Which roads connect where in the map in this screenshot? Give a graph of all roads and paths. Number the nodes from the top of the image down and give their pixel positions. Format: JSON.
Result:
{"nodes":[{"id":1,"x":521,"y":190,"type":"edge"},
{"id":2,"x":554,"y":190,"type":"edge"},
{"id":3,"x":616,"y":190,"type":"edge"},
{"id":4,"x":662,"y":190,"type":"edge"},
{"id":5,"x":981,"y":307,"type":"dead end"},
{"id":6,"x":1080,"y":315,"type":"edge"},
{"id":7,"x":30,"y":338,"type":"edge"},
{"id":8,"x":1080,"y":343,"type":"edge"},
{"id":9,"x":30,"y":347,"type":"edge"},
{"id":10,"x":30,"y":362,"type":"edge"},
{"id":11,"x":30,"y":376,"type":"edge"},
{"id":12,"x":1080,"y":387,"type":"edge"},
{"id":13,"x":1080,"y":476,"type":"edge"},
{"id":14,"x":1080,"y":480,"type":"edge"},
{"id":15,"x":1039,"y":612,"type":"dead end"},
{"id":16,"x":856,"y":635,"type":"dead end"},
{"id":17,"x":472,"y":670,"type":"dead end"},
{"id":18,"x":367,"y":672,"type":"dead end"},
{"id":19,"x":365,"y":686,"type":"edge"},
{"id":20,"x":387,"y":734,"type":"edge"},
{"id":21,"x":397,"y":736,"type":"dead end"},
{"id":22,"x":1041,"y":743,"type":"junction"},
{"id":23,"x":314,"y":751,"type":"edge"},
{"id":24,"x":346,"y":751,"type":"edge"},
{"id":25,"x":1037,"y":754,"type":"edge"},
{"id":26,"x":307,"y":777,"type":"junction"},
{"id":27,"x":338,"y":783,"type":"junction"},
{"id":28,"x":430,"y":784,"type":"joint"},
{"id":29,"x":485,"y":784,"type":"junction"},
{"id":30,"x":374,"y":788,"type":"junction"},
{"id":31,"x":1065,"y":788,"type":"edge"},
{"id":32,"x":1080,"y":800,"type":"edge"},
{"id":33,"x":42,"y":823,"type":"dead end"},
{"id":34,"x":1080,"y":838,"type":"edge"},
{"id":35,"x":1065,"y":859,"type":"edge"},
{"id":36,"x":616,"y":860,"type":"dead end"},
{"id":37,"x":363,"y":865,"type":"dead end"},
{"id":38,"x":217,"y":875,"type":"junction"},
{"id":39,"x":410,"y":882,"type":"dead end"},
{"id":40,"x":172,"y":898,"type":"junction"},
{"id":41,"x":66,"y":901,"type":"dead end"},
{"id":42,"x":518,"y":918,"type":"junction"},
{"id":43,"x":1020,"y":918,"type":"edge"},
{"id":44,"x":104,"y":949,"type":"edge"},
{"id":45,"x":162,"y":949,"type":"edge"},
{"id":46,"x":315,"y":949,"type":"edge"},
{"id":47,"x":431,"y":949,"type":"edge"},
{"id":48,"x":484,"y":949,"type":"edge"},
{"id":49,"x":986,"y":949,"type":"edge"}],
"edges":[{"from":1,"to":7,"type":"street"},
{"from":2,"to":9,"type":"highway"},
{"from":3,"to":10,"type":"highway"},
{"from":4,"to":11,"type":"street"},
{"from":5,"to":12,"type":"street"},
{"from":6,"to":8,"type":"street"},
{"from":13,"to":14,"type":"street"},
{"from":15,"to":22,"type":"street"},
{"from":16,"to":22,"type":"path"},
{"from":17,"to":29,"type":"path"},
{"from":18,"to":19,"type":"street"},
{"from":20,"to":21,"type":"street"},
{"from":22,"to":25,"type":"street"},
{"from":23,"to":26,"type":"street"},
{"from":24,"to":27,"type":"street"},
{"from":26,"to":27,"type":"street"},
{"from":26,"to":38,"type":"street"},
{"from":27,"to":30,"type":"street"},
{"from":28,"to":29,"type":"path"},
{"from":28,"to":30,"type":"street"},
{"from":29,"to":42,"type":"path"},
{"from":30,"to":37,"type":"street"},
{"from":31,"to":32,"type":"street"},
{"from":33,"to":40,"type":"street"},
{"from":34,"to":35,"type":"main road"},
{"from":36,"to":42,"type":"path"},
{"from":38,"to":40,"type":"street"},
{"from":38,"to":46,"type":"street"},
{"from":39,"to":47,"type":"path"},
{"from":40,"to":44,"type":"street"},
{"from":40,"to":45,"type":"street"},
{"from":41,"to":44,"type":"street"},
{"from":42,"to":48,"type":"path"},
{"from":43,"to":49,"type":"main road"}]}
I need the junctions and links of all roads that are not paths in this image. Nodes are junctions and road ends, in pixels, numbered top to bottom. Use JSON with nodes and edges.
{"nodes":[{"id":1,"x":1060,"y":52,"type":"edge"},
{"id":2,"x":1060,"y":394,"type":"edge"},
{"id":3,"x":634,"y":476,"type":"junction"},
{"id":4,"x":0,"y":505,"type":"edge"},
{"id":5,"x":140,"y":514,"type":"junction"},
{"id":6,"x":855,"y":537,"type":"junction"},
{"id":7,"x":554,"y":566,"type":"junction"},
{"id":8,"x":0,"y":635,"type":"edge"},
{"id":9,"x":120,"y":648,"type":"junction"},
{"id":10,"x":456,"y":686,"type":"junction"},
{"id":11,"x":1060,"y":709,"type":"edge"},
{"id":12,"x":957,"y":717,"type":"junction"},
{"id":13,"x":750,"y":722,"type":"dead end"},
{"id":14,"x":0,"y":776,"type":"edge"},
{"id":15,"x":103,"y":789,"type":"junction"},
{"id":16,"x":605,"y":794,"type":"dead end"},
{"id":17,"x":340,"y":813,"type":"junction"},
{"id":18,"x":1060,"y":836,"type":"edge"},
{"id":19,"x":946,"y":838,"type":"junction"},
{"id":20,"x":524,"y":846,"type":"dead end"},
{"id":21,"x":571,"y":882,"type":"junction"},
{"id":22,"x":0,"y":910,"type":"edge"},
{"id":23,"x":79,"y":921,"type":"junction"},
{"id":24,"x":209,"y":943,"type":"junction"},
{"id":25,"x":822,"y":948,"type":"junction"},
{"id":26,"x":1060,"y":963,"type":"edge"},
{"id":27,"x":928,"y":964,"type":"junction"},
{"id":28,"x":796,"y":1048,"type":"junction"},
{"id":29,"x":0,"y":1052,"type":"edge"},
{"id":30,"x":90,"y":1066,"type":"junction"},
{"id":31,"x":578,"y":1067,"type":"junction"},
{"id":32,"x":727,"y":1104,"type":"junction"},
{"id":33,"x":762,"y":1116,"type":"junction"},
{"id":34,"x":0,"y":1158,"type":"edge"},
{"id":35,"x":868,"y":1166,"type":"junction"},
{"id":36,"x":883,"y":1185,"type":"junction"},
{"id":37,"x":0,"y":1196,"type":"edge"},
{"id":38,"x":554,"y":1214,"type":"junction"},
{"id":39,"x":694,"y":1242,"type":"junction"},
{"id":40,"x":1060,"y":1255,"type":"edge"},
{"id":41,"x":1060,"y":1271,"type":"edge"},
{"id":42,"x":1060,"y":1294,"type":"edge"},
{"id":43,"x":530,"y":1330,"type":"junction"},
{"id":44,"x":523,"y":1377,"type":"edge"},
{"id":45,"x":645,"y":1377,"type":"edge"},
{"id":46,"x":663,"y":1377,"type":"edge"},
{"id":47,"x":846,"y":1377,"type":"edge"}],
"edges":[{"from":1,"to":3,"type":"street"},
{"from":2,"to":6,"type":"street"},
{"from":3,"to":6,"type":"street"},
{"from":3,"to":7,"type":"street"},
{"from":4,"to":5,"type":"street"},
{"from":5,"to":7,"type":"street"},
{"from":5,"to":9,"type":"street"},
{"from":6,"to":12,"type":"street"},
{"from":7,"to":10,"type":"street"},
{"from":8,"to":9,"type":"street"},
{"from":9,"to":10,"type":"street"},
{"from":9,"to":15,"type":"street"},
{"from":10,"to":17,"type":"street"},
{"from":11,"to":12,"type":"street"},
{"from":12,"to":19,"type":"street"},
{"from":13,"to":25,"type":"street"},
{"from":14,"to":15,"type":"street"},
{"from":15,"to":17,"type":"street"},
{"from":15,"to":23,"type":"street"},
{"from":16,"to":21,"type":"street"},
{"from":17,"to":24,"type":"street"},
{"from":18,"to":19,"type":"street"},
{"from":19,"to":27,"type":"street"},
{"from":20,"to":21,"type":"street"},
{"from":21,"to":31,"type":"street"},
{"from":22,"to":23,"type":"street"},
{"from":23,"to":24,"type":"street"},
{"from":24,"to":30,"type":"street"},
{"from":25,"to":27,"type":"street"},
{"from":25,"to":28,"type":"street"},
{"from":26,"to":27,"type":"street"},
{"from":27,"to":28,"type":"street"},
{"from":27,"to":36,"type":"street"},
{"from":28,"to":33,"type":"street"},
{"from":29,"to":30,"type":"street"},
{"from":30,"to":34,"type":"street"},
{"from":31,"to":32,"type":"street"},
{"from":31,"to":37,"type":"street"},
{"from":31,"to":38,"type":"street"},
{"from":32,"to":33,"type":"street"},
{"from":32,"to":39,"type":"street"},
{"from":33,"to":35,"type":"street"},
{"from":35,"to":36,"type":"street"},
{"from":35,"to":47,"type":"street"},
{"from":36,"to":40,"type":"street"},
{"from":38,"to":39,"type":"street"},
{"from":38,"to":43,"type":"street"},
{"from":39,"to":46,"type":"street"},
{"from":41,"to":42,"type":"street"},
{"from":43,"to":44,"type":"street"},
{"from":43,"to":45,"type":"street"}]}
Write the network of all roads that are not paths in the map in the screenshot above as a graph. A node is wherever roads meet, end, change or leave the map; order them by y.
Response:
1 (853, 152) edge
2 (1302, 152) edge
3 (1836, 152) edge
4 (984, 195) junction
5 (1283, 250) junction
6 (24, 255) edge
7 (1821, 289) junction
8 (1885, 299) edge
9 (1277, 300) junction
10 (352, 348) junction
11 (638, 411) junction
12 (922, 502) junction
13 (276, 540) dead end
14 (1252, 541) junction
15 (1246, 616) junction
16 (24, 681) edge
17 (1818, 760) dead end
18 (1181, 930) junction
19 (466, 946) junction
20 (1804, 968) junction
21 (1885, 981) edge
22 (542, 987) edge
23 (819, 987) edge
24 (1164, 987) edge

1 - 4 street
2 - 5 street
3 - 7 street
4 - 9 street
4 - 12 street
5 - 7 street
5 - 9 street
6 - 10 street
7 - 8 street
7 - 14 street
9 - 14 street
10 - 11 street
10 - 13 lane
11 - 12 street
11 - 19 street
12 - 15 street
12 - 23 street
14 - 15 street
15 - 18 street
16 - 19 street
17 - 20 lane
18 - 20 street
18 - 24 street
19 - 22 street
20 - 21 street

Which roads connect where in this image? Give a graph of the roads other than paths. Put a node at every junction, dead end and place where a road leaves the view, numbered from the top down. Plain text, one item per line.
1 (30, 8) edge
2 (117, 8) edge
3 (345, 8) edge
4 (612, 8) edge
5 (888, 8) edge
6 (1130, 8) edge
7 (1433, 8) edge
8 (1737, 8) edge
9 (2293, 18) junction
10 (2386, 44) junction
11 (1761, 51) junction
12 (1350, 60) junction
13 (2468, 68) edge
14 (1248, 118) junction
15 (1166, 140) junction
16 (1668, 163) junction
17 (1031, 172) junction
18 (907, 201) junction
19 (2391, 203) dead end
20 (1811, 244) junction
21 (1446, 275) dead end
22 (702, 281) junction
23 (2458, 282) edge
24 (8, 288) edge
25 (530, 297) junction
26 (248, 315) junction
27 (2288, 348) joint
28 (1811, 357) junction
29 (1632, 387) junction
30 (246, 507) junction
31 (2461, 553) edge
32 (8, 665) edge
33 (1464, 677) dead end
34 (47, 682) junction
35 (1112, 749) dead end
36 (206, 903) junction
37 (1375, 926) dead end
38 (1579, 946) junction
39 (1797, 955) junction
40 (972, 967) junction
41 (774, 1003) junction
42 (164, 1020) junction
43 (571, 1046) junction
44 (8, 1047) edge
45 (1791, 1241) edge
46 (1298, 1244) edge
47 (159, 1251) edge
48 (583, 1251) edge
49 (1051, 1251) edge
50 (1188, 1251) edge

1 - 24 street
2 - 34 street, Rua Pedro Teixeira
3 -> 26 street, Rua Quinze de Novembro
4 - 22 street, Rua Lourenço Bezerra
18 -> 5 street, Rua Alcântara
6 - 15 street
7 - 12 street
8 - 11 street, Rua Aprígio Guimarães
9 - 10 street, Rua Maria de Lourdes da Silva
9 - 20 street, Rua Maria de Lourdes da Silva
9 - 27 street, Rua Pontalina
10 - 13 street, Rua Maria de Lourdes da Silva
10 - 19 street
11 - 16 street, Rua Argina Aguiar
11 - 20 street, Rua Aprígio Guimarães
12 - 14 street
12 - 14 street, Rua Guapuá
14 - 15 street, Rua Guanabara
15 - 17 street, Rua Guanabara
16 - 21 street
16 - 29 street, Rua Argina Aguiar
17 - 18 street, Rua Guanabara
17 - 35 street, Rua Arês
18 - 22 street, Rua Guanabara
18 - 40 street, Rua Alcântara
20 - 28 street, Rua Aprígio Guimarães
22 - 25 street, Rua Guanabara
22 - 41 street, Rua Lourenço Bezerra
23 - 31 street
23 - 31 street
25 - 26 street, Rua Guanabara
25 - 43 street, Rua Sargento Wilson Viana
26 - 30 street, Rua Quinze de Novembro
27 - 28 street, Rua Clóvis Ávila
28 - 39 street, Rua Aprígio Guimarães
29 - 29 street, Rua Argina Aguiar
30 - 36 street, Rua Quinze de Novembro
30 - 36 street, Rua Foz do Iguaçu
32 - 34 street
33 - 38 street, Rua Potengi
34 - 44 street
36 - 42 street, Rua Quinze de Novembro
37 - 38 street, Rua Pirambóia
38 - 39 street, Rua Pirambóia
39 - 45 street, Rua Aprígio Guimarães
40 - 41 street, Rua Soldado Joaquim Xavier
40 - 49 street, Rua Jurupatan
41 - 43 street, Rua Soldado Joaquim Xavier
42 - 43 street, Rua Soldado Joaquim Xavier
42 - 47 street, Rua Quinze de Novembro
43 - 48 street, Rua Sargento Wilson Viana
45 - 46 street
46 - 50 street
○ ○ ○ ○ ○
Work request: Using the material above, count how many lines include the word "highway" and answer with only that figure.

Problem solution: 2